- **WHAT TO WORK ON**: In full and unchanged, set down the entries that follow, with no images.

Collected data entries
((

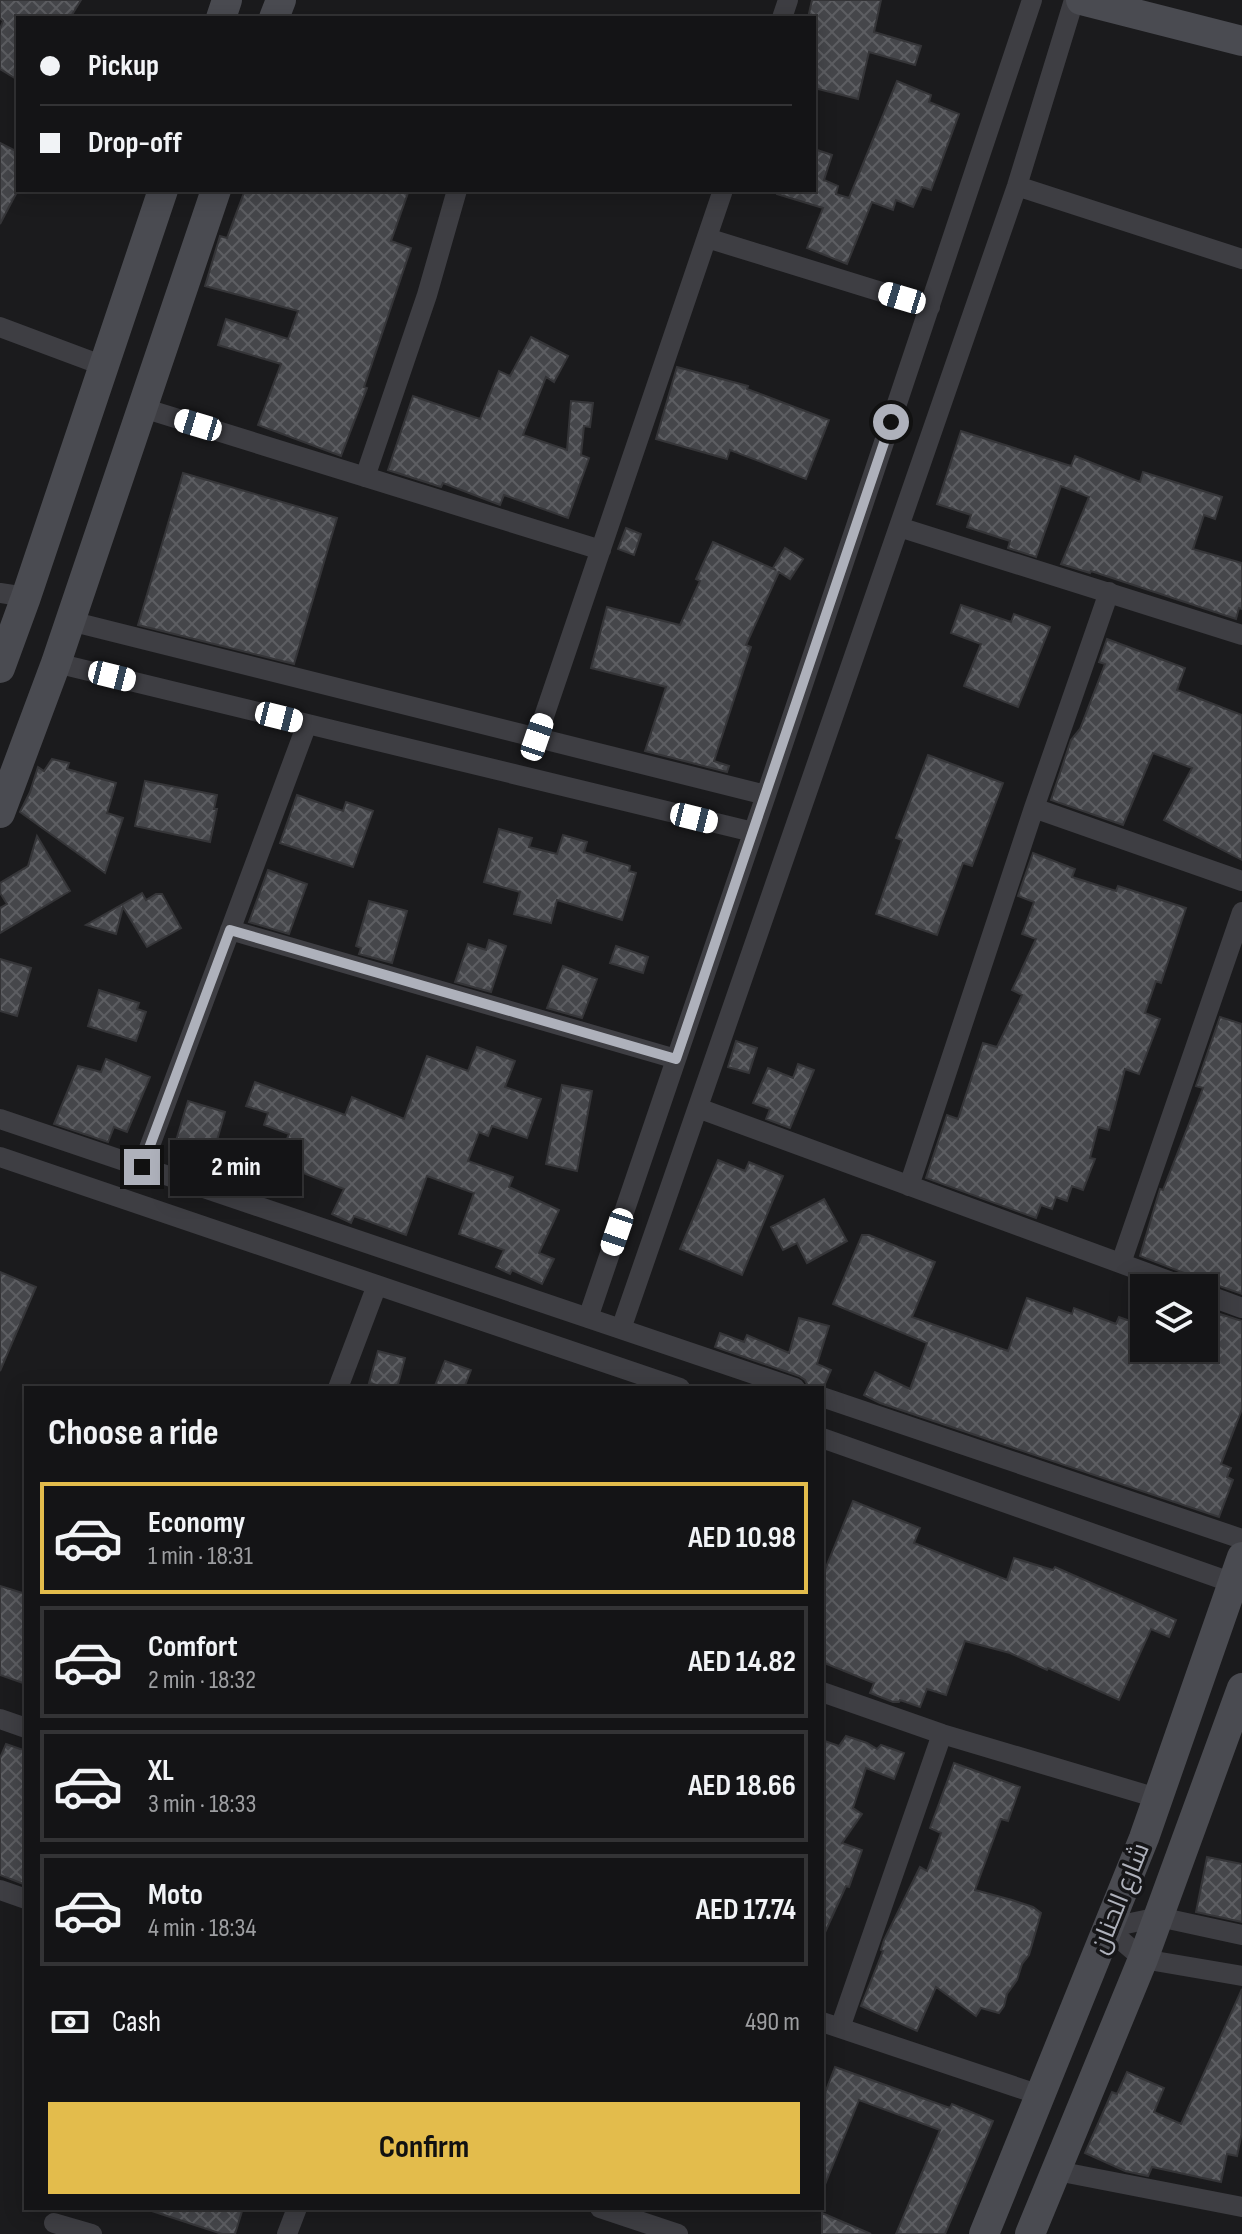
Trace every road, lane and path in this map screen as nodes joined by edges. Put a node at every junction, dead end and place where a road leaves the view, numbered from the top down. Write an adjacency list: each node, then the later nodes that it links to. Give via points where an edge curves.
1 (1032, 0): 12 (street)
2 (1074, 0): 5 (street)
3 (1081, 0): 4 (street)
4 (1242, 41)
5 (1017, 186): 11 (street); 17 (street)
6 (162, 192): 14 (street)
7 (215, 192): 15 (street)
8 (456, 192): 16 (street)
9 (722, 192): 10 (street)
10 (707, 238): 12 (street); 18 (street)
11 (1242, 259)
12 (930, 307): 27 (street)
13 (0, 327): 14 (street)
14 (104, 366): 20 (street)
15 (143, 408): 16 (street); 21 (street)
16 (365, 477): 18 (street)
17 (899, 527): 19 (street); 35 (street)
18 (601, 550): 26 (street)
19 (1109, 592): 22 (street); 28 (street)
20 (13, 595): 24 (street)
21 (70, 621): 23 (street); 26 (street)
22 (1242, 635)
23 (56, 663): 25 (street); 29 (street)
24 (0, 668)
25 (307, 724): 30 (street); 33 (street)
26 (537, 737): 27 (street)
27 (766, 795): 30 (street)
28 (1034, 808): 31 (street); 39 (street)
29 (0, 813)
30 (753, 832): 34 (street)
31 (1242, 881)
32 (1242, 912): 40 (street)
33 (230, 930): 34 (street); 38 (street)
34 (676, 1059): 45 (street)
35 (698, 1108): 39 (street); 46 (street)
36 (0, 1119): 38 (street)
37 (0, 1157): 42 (street)
38 (142, 1167): 45 (street)
39 (909, 1186): 40 (street)
40 (1121, 1263): 41 (street)
41 (1150, 1274)
42 (377, 1285): 47 (street); 48 (street)
43 (1218, 1299): 44 (street)
44 (1242, 1308)
45 (588, 1318): 46 (street)
46 (621, 1329): 49 (street)
47 (339, 1386)
48 (674, 1386)
49 (789, 1386)
50 (824, 1398): 52 (street)
51 (824, 1439): 53 (street)
52 (1242, 1539)
53 (1239, 1574): 59 (street, شارع الحنان)
54 (1242, 1688): 62 (street, شارع الحنان)
55 (824, 1693): 58 (street)
56 (1, 1722): 57 (street)
57 (24, 1728)
58 (942, 1734): 59 (street); 67 (street)
59 (1157, 1798): 63 (street, شارع الحنان)
60 (0, 1890): 61 (street)
61 (24, 1898)
62 (1159, 1917): 63 (street); 64 (street); 65 (street, شارع الحنان)
63 (1107, 1928): 65 (street); 68 (street, شارع الحنان)
64 (1242, 1935)
65 (1143, 1959): 66 (street); 69 (street, شارع الحنان)
66 (1242, 1976)
67 (831, 2025): 68 (street)
68 (1040, 2095): 77 (street, شارع الحنان)
69 (1057, 2171): 70 (street); 78 (street, شارع الحنان)
70 (1242, 2207)
71 (296, 2210): 75 (street)
72 (606, 2210): 76 (street)
73 (55, 2222): 74 (street)
74 (92, 2234)
75 (287, 2234)
76 (678, 2234)
77 (984, 2234)
78 (1030, 2234)

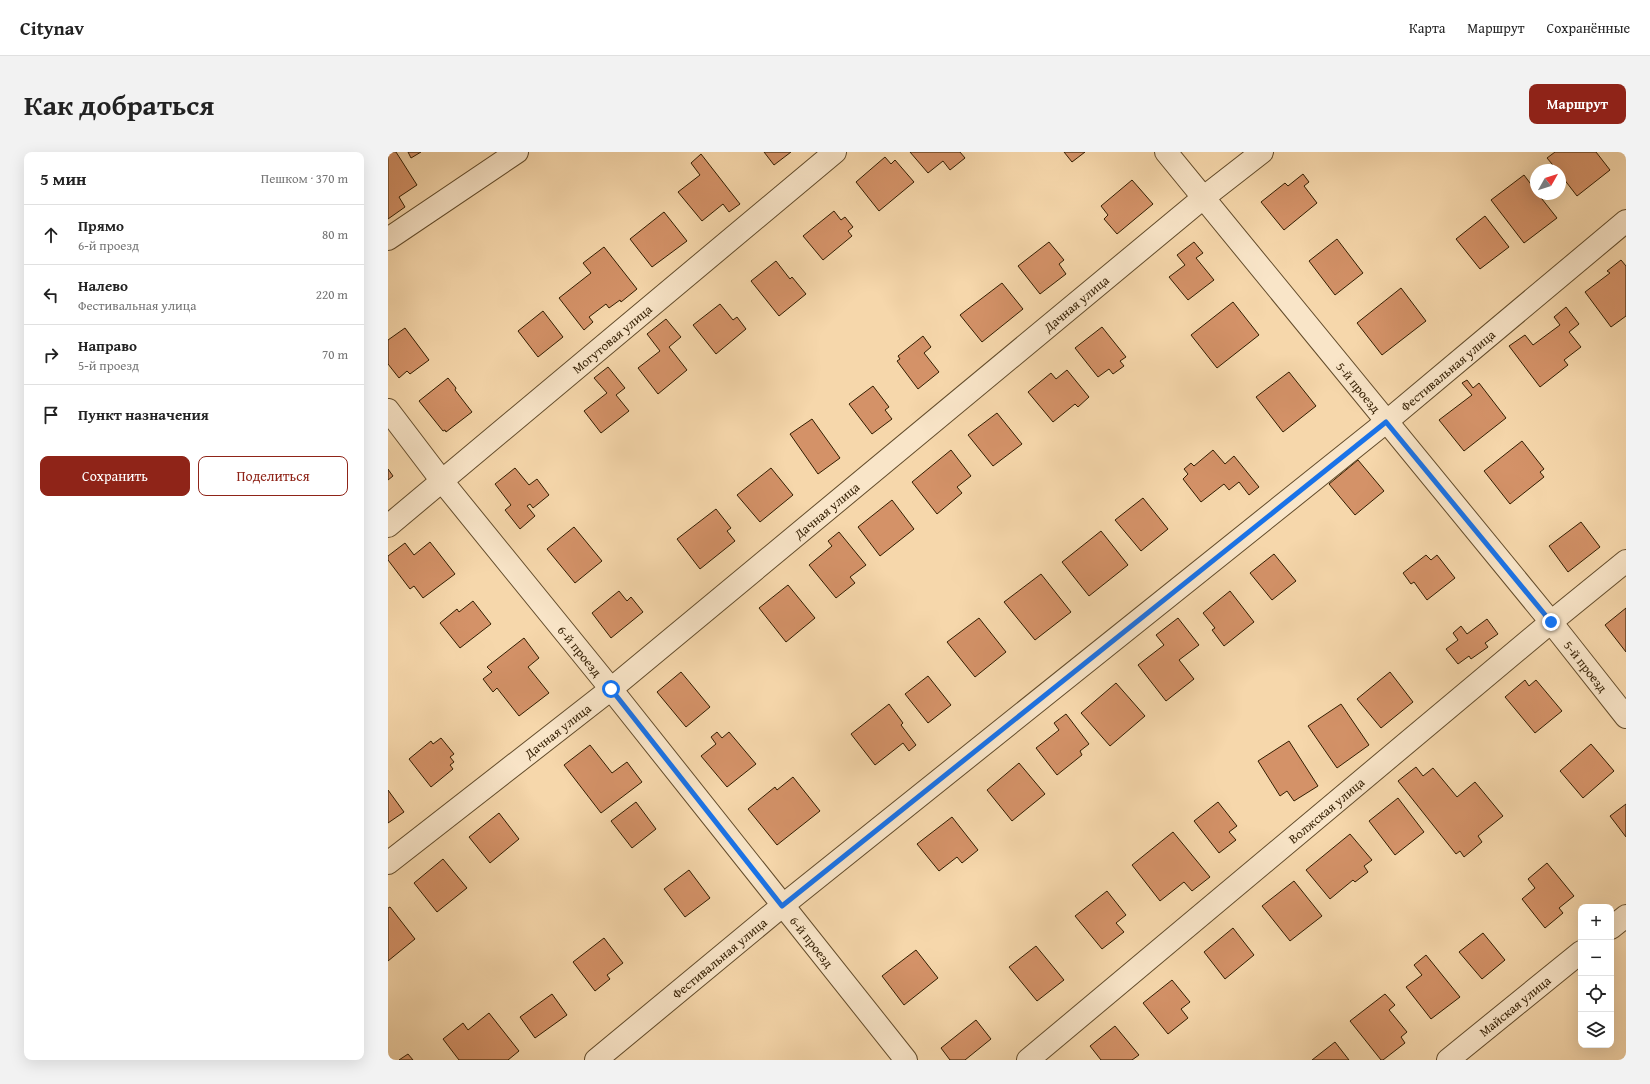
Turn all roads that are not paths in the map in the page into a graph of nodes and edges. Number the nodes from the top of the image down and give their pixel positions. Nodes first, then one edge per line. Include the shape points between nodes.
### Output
1 (517, 152) edge
2 (835, 152) edge
3 (1166, 152) edge
4 (1262, 152) edge
5 (1203, 198) junction
6 (1626, 221) edge
7 (388, 239) edge
8 (388, 410) edge
9 (1386, 422) junction
10 (442, 481) junction
11 (388, 526) edge
12 (1626, 561) edge
13 (1551, 622) junction
14 (611, 689) junction
15 (1626, 717) edge
16 (388, 863) edge
17 (782, 906) junction
18 (1626, 916) edge
19 (1614, 926) edge
20 (1578, 954) edge
21 (596, 1060) edge
22 (906, 1060) edge
23 (1028, 1060) edge
24 (1448, 1060) edge

1 - 7 street
2 - 10 street, Могутовая улица
3 - 5 street, 5-й проезд
4 - 5 street, Дачная улица
5 - 9 street, 5-й проезд
5 - 14 street, Дачная улица
6 - 9 street, Фестивальная улица
8 - 10 street, 6-й проезд
9 - 13 street, 5-й проезд
9 - 17 street, Фестивальная улица
10 - 11 street, Могутовая улица
10 - 14 street, 6-й проезд
12 - 13 street, Волжская улица
13 - 15 street, 5-й проезд
13 - 23 street, Волжская улица
14 - 16 street, Дачная улица
14 - 17 street, 6-й проезд
17 - 21 street, Фестивальная улица
17 - 22 street, 6-й проезд
18 - 19 street
20 - 24 street, Майская улица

))

- **WRITTEN RESPONSE**:
Trace every road, lane and path in this map screen as nodes joined by edges. Put a node at every junction, dead end and place where a road leaves the view, numbered from the top down. Write an adjacency list: each node, then the later nodes that it links to. Give via points where an edge curves.
1 (1032, 0): 12 (street)
2 (1074, 0): 5 (street)
3 (1081, 0): 4 (street)
4 (1242, 41)
5 (1017, 186): 11 (street); 17 (street)
6 (162, 192): 14 (street)
7 (215, 192): 15 (street)
8 (456, 192): 16 (street)
9 (722, 192): 10 (street)
10 (707, 238): 12 (street); 18 (street)
11 (1242, 259)
12 (930, 307): 27 (street)
13 (0, 327): 14 (street)
14 (104, 366): 20 (street)
15 (143, 408): 16 (street); 21 (street)
16 (365, 477): 18 (street)
17 (899, 527): 19 (street); 35 (street)
18 (601, 550): 26 (street)
19 (1109, 592): 22 (street); 28 (street)
20 (13, 595): 24 (street)
21 (70, 621): 23 (street); 26 (street)
22 (1242, 635)
23 (56, 663): 25 (street); 29 (street)
24 (0, 668)
25 (307, 724): 30 (street); 33 (street)
26 (537, 737): 27 (street)
27 (766, 795): 30 (street)
28 (1034, 808): 31 (street); 39 (street)
29 (0, 813)
30 (753, 832): 34 (street)
31 (1242, 881)
32 (1242, 912): 40 (street)
33 (230, 930): 34 (street); 38 (street)
34 (676, 1059): 45 (street)
35 (698, 1108): 39 (street); 46 (street)
36 (0, 1119): 38 (street)
37 (0, 1157): 42 (street)
38 (142, 1167): 45 (street)
39 (909, 1186): 40 (street)
40 (1121, 1263): 41 (street)
41 (1150, 1274)
42 (377, 1285): 47 (street); 48 (street)
43 (1218, 1299): 44 (street)
44 (1242, 1308)
45 (588, 1318): 46 (street)
46 (621, 1329): 49 (street)
47 (339, 1386)
48 (674, 1386)
49 (789, 1386)
50 (824, 1398): 52 (street)
51 (824, 1439): 53 (street)
52 (1242, 1539)
53 (1239, 1574): 59 (street, شارع الحنان)
54 (1242, 1688): 62 (street, شارع الحنان)
55 (824, 1693): 58 (street)
56 (1, 1722): 57 (street)
57 (24, 1728)
58 (942, 1734): 59 (street); 67 (street)
59 (1157, 1798): 63 (street, شارع الحنان)
60 (0, 1890): 61 (street)
61 (24, 1898)
62 (1159, 1917): 63 (street); 64 (street); 65 (street, شارع الحنان)
63 (1107, 1928): 65 (street); 68 (street, شارع الحنان)
64 (1242, 1935)
65 (1143, 1959): 66 (street); 69 (street, شارع الحنان)
66 (1242, 1976)
67 (831, 2025): 68 (street)
68 (1040, 2095): 77 (street, شارع الحنان)
69 (1057, 2171): 70 (street); 78 (street, شارع الحنان)
70 (1242, 2207)
71 (296, 2210): 75 (street)
72 (606, 2210): 76 (street)
73 (55, 2222): 74 (street)
74 (92, 2234)
75 (287, 2234)
76 (678, 2234)
77 (984, 2234)
78 (1030, 2234)

Turn all roads that are not paths in the map in the page into a graph of nodes and edges. Number the nodes from the top of the image down and give their pixel positions. Nodes first, then one edge per line. Include the shape points between nodes.
### Output
1 (517, 152) edge
2 (835, 152) edge
3 (1166, 152) edge
4 (1262, 152) edge
5 (1203, 198) junction
6 (1626, 221) edge
7 (388, 239) edge
8 (388, 410) edge
9 (1386, 422) junction
10 (442, 481) junction
11 (388, 526) edge
12 (1626, 561) edge
13 (1551, 622) junction
14 (611, 689) junction
15 (1626, 717) edge
16 (388, 863) edge
17 (782, 906) junction
18 (1626, 916) edge
19 (1614, 926) edge
20 (1578, 954) edge
21 (596, 1060) edge
22 (906, 1060) edge
23 (1028, 1060) edge
24 (1448, 1060) edge

1 - 7 street
2 - 10 street, Могутовая улица
3 - 5 street, 5-й проезд
4 - 5 street, Дачная улица
5 - 9 street, 5-й проезд
5 - 14 street, Дачная улица
6 - 9 street, Фестивальная улица
8 - 10 street, 6-й проезд
9 - 13 street, 5-й проезд
9 - 17 street, Фестивальная улица
10 - 11 street, Могутовая улица
10 - 14 street, 6-й проезд
12 - 13 street, Волжская улица
13 - 15 street, 5-й проезд
13 - 23 street, Волжская улица
14 - 16 street, Дачная улица
14 - 17 street, 6-й проезд
17 - 21 street, Фестивальная улица
17 - 22 street, 6-й проезд
18 - 19 street
20 - 24 street, Майская улица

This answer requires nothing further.